** Your task **
Retype, word for word, every line of the records below starting at the one that contains "thumb cmc: (514, 412)" and ending at the one that contains "index tip: (607, 399)"; include both of those lines and nothing more.

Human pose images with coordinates

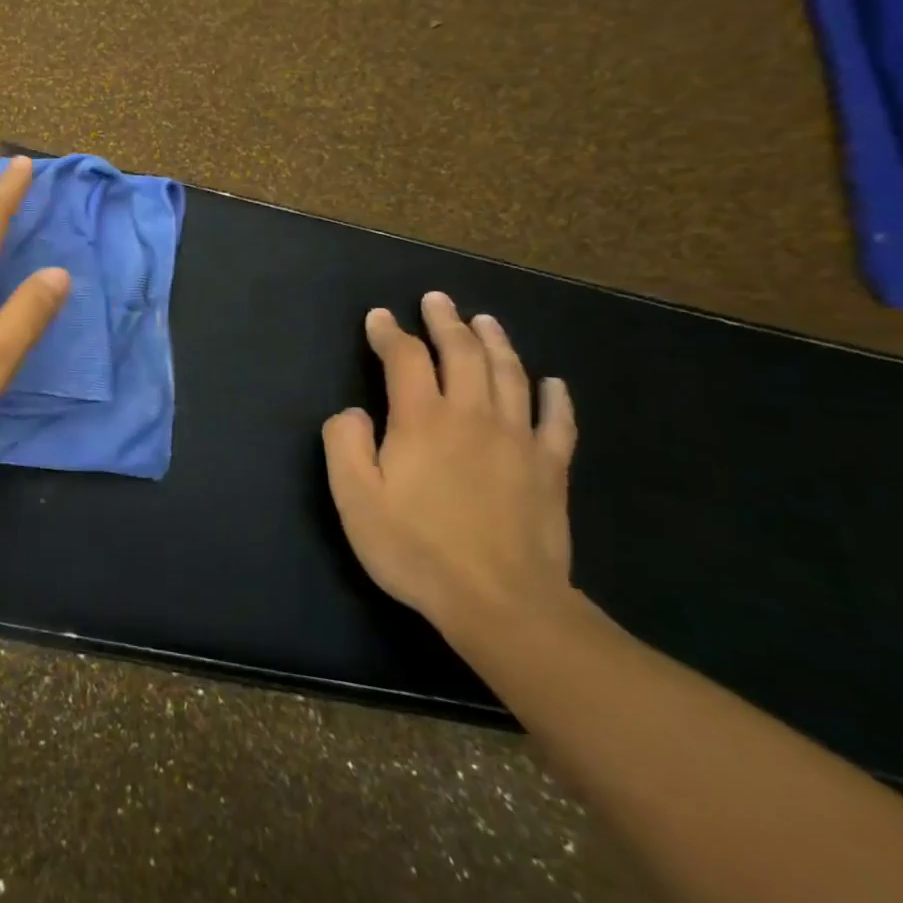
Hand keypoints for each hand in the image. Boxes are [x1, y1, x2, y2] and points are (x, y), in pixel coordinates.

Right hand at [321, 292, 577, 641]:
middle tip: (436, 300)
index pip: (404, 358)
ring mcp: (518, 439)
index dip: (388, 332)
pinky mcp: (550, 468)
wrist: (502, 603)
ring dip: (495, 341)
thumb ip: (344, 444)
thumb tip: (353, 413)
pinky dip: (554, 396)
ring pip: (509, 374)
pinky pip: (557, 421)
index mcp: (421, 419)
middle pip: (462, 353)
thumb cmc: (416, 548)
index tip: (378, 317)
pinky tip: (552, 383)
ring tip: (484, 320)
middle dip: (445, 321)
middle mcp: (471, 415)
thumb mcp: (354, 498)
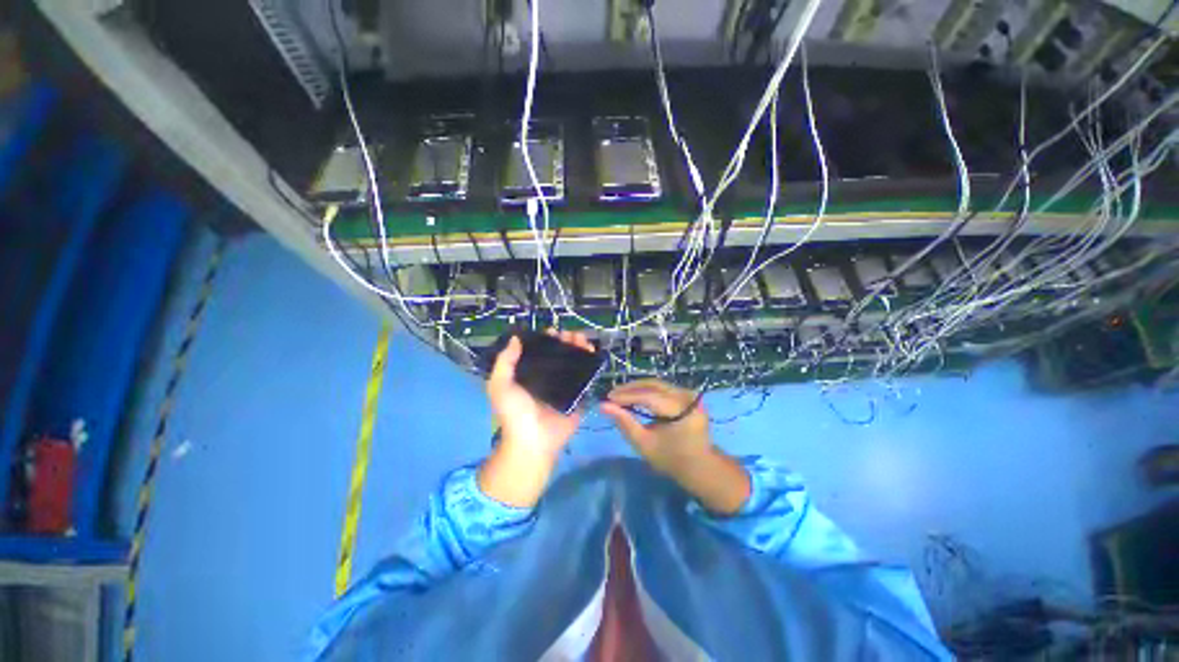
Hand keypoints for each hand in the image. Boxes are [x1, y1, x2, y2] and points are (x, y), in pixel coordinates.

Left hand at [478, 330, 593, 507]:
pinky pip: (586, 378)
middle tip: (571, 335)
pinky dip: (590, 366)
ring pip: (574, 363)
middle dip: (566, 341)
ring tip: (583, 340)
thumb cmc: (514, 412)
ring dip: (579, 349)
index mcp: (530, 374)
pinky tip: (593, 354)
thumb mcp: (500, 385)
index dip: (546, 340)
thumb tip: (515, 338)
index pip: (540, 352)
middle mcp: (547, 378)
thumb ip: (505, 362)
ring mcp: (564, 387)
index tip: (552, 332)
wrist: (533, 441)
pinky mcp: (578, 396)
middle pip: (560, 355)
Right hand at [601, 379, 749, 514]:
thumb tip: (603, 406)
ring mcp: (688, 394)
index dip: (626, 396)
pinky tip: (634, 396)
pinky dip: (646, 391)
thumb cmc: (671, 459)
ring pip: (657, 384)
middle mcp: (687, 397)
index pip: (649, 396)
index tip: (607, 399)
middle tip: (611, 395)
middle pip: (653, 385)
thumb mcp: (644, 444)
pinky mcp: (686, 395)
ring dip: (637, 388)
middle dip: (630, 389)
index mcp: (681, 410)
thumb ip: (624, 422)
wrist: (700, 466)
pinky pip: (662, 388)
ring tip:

** Answer box **
thumb cmc: (514, 412)
ring dip: (579, 349)
index mcp: (530, 374)
pinky tip: (593, 354)
thumb mcp: (500, 385)
index dip: (546, 340)
thumb tip: (515, 338)
index pip: (540, 352)
middle mcp: (547, 378)
thumb ip: (505, 362)
ring mcp: (564, 387)
index tip: (552, 332)
wrist: (533, 441)
pinky mcp: (578, 396)
middle pip: (560, 355)
Right hand at [601, 379, 749, 514]:
thumb tip: (603, 406)
ring mcp: (688, 394)
index dip: (626, 396)
pinky tip: (634, 396)
pinky dip: (646, 391)
thumb cmc: (671, 459)
ring pip: (657, 384)
middle mcp: (687, 397)
index pip: (649, 396)
index tip: (607, 399)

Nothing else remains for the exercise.